Chapter 10: The Blockbuster Era
The 1970s and 1980s witnessed French perfumery's transformation into big business. Fragrances became brands, launches became events, and perfumers became hidden figures behind marketing machines.
Opium: Orientalism Reimagined
When Yves Saint Laurent launched Opium in 1977, he created not just a perfume but a cultural phenomenon. The fragrance itself, created by Jean Amic and Jean-Louis Sieuzac, was a massive oriental—spicy, resinous, unapologetically heavy. In an era of fresh scents, Opium's density was contrarian.
The controversy was carefully orchestrated. The name itself provoked outrage from anti-drug groups and Chinese-American organizations protesting cultural appropriation. Saint Laurent's launch party on a Chinese junk in Manhattan harbor featured models in "Oriental" costume that would be unthinkable today.
Yet Opium succeeded by capturing zeitgeist anxieties about Western decline and Eastern rise. Its advertising, featuring Jerry Hall photographed by Helmut Newton in provocative poses, sold danger and addiction—perfume as narcotic. The tagline "Opium, for those who are addicted to Yves Saint Laurent" made dependency fashionable.
The ethical issues Opium raised—cultural appropriation, drug glamorization, objectification of women—were dismissed as prudish concerns. Only retrospectively can we see how the perfume industry's casual racism and sexism shaped not just marketing but the fragrances themselves.

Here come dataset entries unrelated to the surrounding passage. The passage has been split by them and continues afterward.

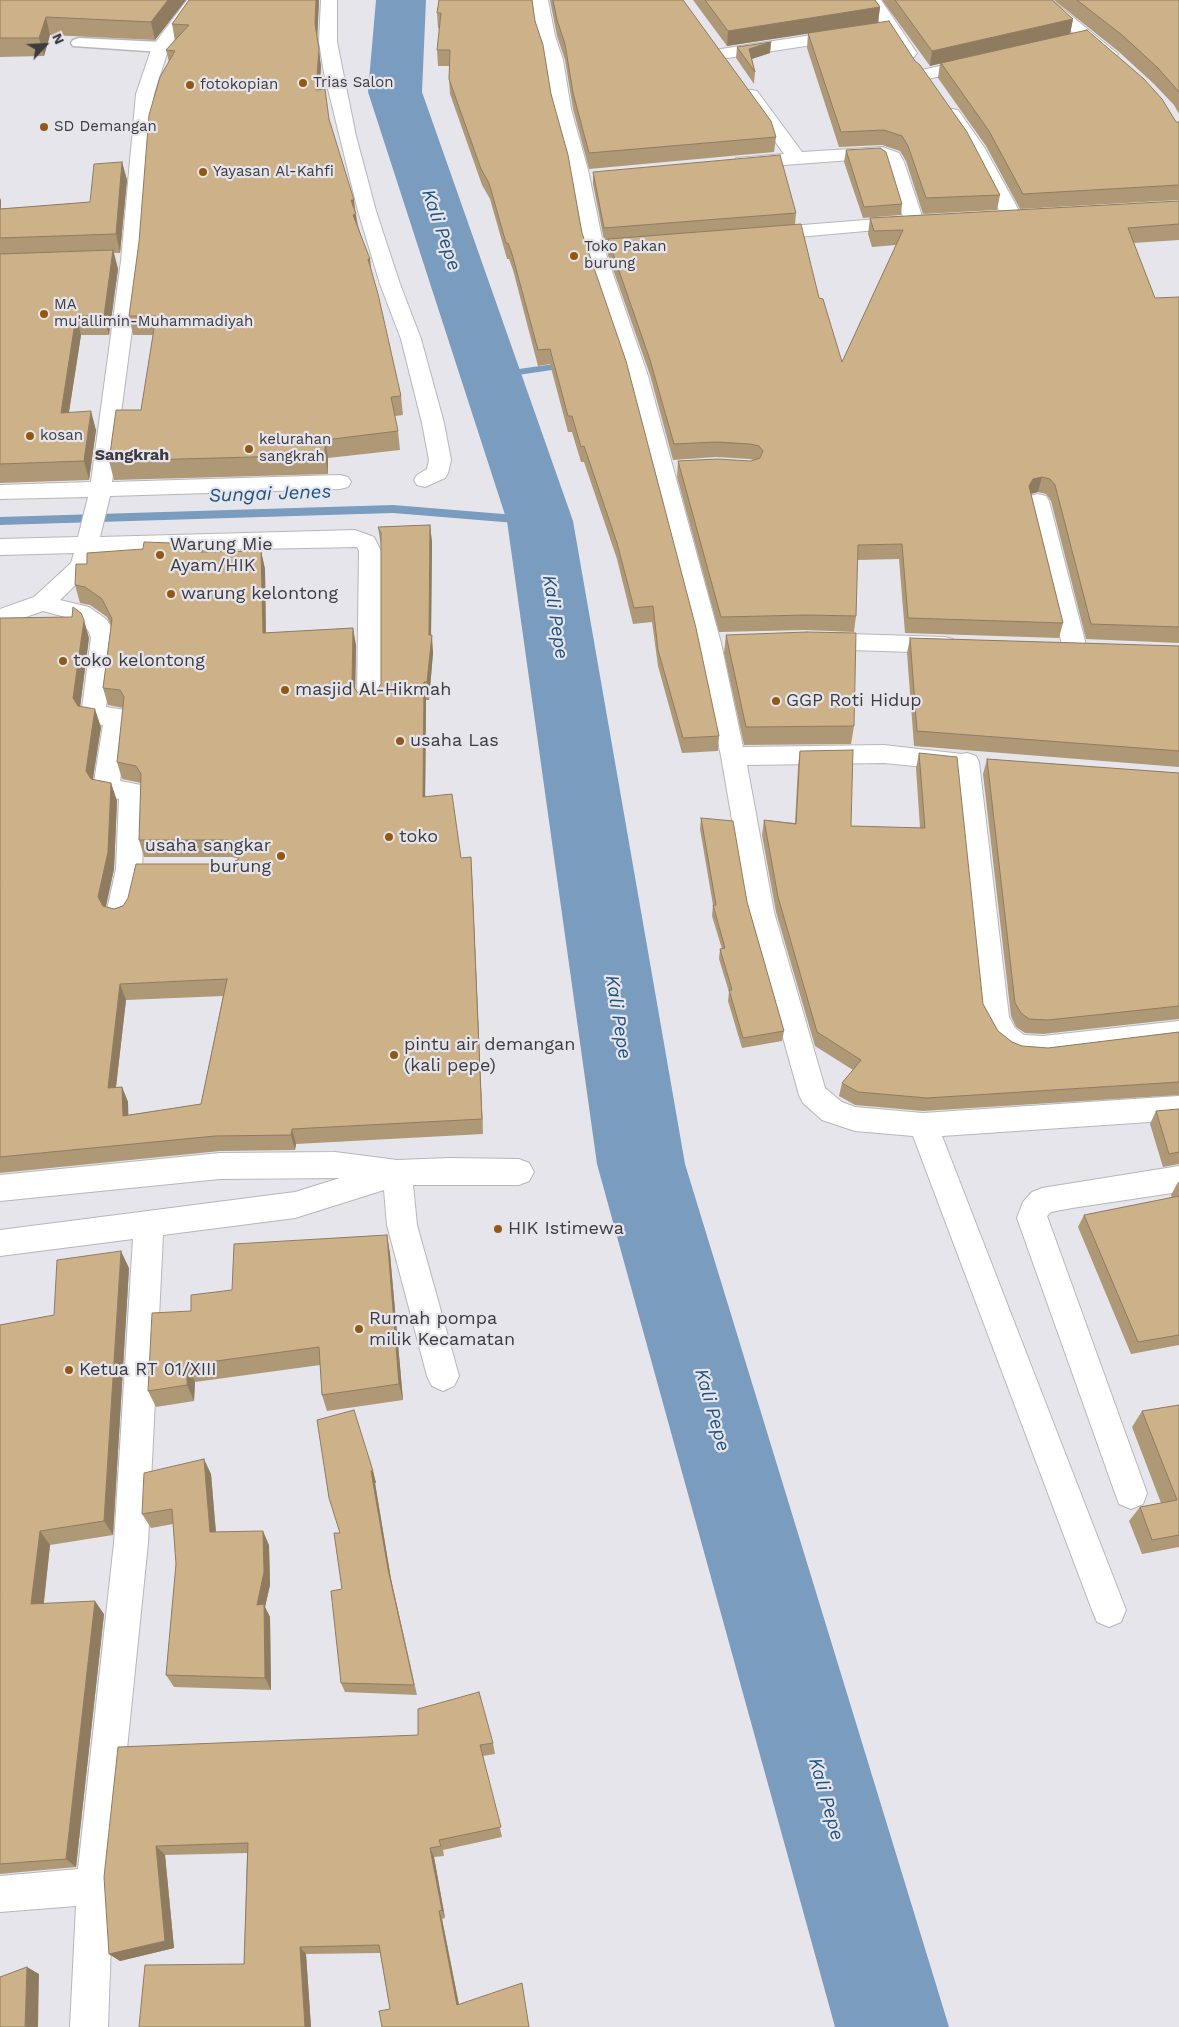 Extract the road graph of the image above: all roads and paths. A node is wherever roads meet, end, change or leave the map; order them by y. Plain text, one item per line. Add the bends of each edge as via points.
1 (196, 0) edge
2 (330, 0) edge
3 (540, 0) edge
4 (873, 0) edge
5 (1042, 0) edge
6 (875, 30) junction
7 (1086, 36) junction
8 (709, 37) edge
9 (1067, 41) edge
10 (78, 43) dead end
11 (161, 47) junction
12 (990, 59) edge
13 (1122, 66) edge
14 (730, 67) junction
15 (924, 75) junction
16 (796, 157) junction
17 (726, 163) edge
18 (599, 175) edge
19 (580, 178) junction
20 (1031, 215) edge
21 (1012, 216) junction
22 (992, 217) edge
23 (934, 221) edge
24 (914, 222) junction
25 (750, 236) edge
26 (425, 480) dead end
27 (340, 482) dead end
28 (0, 492) edge
29 (100, 492) junction
30 (1038, 501) dead end
31 (90, 539) junction
32 (0, 547) edge
33 (42, 603) junction
34 (0, 618) edge
35 (795, 640) edge
36 (969, 646) edge
37 (1075, 649) edge
38 (369, 702) edge
39 (733, 756) junction
40 (129, 868) junction
41 (157, 869) edge
42 (119, 914) edge
43 (1179, 1032) edge
44 (1179, 1108) edge
45 (923, 1124) junction
46 (519, 1172) dead end
47 (397, 1173) junction
48 (1179, 1179) edge
49 (0, 1188) edge
50 (149, 1224) junction
51 (0, 1244) edge
52 (443, 1376) dead end
53 (1131, 1493) dead end
54 (1109, 1610) dead end
55 (95, 1886) junction
56 (0, 1894) edge
57 (90, 2027) edge

1 - 11 street
2 - 26 street via 328,42 344,123 361,191 411,339 433,423 440,460 437,473
3 - 19 street
4 - 6 street
5 - 7 street
6 - 14 street
6 - 15 street
7 - 9 street
7 - 13 street
8 - 14 street
10 - 11 lane
11 - 29 street via 145,94 121,261
12 - 15 street
14 - 16 street
15 - 21 street via 975,147
16 - 17 street
16 - 24 street via 872,151 887,154 895,162
18 - 19 street
19 - 39 street via 638,376 672,468 719,642
20 - 21 street
21 - 22 street
23 - 24 street
24 - 25 street
27 - 29 street
28 - 29 street
29 - 31 street
30 - 37 street
31 - 32 street
31 - 33 street via 82,566
31 - 38 street via 356,538 366,542 370,551
33 - 34 street
33 - 40 street via 81,613 98,625 103,638 93,716 116,716 106,788 132,792
35 - 36 street
39 - 43 street via 884,754 977,763 996,1018 1005,1036 1018,1046 1043,1048
39 - 45 street via 761,912 813,1095 832,1110 855,1119
40 - 41 street
40 - 42 street
44 - 45 street
45 - 54 street
46 - 47 street
47 - 49 street via 335,1165 220,1166
47 - 50 street via 295,1204
47 - 52 street via 402,1225
48 - 53 street via 1042,1201 1033,1211 1032,1218
50 - 51 street
50 - 55 street via 131,1543
55 - 56 street
55 - 57 street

The Perfumer as Hidden Artist
The blockbuster era obscured perfumers' contributions behind celebrity designers and massive marketing budgets. Sophia Grojsman, who created Paris for Yves Saint Laurent and Trésor for Lancôme, remained unknown outside industry circles despite creating fragrances worn by millions.
This invisibility particularly affected women perfumers. Josephine Catapano, the first American woman formally trained at Roure, created numerous successful fragrances in the 1970s and 1980s but received credit for none. Industry standard contracts assigned all creative rights to perfume houses, leaving creators unacknowledged and uncompensated beyond their salaries.
The star system that elevated fashion designers while hiding perfumers reflected broader inequalities. When Karl Lagerfeld launched fragrances for Chanel, he received credit for "creating" scents actually composed by Jacques Polge. The fiction that fashion designers personally crafted fragrances bearing their names became industry standard.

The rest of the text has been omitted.